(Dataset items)
————————

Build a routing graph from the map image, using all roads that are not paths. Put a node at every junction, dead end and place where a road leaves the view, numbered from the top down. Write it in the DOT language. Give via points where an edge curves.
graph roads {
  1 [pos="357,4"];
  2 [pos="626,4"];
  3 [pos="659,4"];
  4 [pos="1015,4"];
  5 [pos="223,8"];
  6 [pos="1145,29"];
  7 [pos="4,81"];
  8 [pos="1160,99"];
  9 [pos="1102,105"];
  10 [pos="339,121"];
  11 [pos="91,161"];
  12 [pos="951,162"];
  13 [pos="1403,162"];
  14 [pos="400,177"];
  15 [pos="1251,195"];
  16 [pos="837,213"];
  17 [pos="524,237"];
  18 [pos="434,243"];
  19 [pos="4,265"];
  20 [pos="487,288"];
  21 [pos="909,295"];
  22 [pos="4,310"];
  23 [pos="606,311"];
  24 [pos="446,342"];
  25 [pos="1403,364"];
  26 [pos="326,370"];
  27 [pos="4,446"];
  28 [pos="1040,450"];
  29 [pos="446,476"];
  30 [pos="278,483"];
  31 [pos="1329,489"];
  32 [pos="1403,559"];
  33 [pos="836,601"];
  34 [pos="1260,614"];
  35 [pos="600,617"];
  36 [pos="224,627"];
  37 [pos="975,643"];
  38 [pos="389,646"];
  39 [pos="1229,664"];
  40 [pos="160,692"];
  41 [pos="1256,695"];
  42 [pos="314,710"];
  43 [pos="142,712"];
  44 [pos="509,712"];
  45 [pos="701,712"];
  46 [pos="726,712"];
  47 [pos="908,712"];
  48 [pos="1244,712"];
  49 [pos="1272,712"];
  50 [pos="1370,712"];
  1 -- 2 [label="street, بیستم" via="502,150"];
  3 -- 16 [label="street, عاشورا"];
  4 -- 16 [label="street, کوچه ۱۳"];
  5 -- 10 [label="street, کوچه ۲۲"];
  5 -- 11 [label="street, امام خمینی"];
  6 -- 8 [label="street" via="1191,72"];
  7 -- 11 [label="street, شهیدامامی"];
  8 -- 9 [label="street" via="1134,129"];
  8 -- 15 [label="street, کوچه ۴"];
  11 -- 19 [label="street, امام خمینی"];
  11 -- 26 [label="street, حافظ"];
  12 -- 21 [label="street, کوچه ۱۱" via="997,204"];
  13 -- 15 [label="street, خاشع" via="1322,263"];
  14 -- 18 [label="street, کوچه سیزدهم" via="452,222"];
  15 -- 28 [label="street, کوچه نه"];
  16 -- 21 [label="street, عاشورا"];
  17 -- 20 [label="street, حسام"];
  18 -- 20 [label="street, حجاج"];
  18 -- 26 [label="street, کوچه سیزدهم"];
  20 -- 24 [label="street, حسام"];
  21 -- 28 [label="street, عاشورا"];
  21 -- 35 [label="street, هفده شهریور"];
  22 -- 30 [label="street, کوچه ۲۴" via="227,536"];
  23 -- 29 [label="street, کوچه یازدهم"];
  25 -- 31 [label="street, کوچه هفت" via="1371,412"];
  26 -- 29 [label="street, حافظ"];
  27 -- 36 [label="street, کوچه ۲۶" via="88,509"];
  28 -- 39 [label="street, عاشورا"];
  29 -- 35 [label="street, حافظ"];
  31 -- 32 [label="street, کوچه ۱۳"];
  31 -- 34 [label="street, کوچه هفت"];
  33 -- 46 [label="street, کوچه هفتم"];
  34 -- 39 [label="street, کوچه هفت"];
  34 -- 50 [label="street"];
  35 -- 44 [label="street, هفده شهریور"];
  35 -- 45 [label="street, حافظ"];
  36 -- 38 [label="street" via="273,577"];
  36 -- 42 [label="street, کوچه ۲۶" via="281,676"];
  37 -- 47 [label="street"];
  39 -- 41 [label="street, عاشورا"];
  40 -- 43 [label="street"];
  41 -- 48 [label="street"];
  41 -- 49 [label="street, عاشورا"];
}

————————

Please give every entry again, precisely as it appears.

#### TASK OUTPUT:
Build a routing graph from the map image, using all roads that are not paths. Put a node at every junction, dead end and place where a road leaves the view, numbered from the top down. Write it in the DOT language. Give via points where an edge curves.
graph roads {
  1 [pos="357,4"];
  2 [pos="626,4"];
  3 [pos="659,4"];
  4 [pos="1015,4"];
  5 [pos="223,8"];
  6 [pos="1145,29"];
  7 [pos="4,81"];
  8 [pos="1160,99"];
  9 [pos="1102,105"];
  10 [pos="339,121"];
  11 [pos="91,161"];
  12 [pos="951,162"];
  13 [pos="1403,162"];
  14 [pos="400,177"];
  15 [pos="1251,195"];
  16 [pos="837,213"];
  17 [pos="524,237"];
  18 [pos="434,243"];
  19 [pos="4,265"];
  20 [pos="487,288"];
  21 [pos="909,295"];
  22 [pos="4,310"];
  23 [pos="606,311"];
  24 [pos="446,342"];
  25 [pos="1403,364"];
  26 [pos="326,370"];
  27 [pos="4,446"];
  28 [pos="1040,450"];
  29 [pos="446,476"];
  30 [pos="278,483"];
  31 [pos="1329,489"];
  32 [pos="1403,559"];
  33 [pos="836,601"];
  34 [pos="1260,614"];
  35 [pos="600,617"];
  36 [pos="224,627"];
  37 [pos="975,643"];
  38 [pos="389,646"];
  39 [pos="1229,664"];
  40 [pos="160,692"];
  41 [pos="1256,695"];
  42 [pos="314,710"];
  43 [pos="142,712"];
  44 [pos="509,712"];
  45 [pos="701,712"];
  46 [pos="726,712"];
  47 [pos="908,712"];
  48 [pos="1244,712"];
  49 [pos="1272,712"];
  50 [pos="1370,712"];
  1 -- 2 [label="street, بیستم" via="502,150"];
  3 -- 16 [label="street, عاشورا"];
  4 -- 16 [label="street, کوچه ۱۳"];
  5 -- 10 [label="street, کوچه ۲۲"];
  5 -- 11 [label="street, امام خمینی"];
  6 -- 8 [label="street" via="1191,72"];
  7 -- 11 [label="street, شهیدامامی"];
  8 -- 9 [label="street" via="1134,129"];
  8 -- 15 [label="street, کوچه ۴"];
  11 -- 19 [label="street, امام خمینی"];
  11 -- 26 [label="street, حافظ"];
  12 -- 21 [label="street, کوچه ۱۱" via="997,204"];
  13 -- 15 [label="street, خاشع" via="1322,263"];
  14 -- 18 [label="street, کوچه سیزدهم" via="452,222"];
  15 -- 28 [label="street, کوچه نه"];
  16 -- 21 [label="street, عاشورا"];
  17 -- 20 [label="street, حسام"];
  18 -- 20 [label="street, حجاج"];
  18 -- 26 [label="street, کوچه سیزدهم"];
  20 -- 24 [label="street, حسام"];
  21 -- 28 [label="street, عاشورا"];
  21 -- 35 [label="street, هفده شهریور"];
  22 -- 30 [label="street, کوچه ۲۴" via="227,536"];
  23 -- 29 [label="street, کوچه یازدهم"];
  25 -- 31 [label="street, کوچه هفت" via="1371,412"];
  26 -- 29 [label="street, حافظ"];
  27 -- 36 [label="street, کوچه ۲۶" via="88,509"];
  28 -- 39 [label="street, عاشورا"];
  29 -- 35 [label="street, حافظ"];
  31 -- 32 [label="street, کوچه ۱۳"];
  31 -- 34 [label="street, کوچه هفت"];
  33 -- 46 [label="street, کوچه هفتم"];
  34 -- 39 [label="street, کوچه هفت"];
  34 -- 50 [label="street"];
  35 -- 44 [label="street, هفده شهریور"];
  35 -- 45 [label="street, حافظ"];
  36 -- 38 [label="street" via="273,577"];
  36 -- 42 [label="street, کوچه ۲۶" via="281,676"];
  37 -- 47 [label="street"];
  39 -- 41 [label="street, عاشورا"];
  40 -- 43 [label="street"];
  41 -- 48 [label="street"];
  41 -- 49 [label="street, عاشورا"];
}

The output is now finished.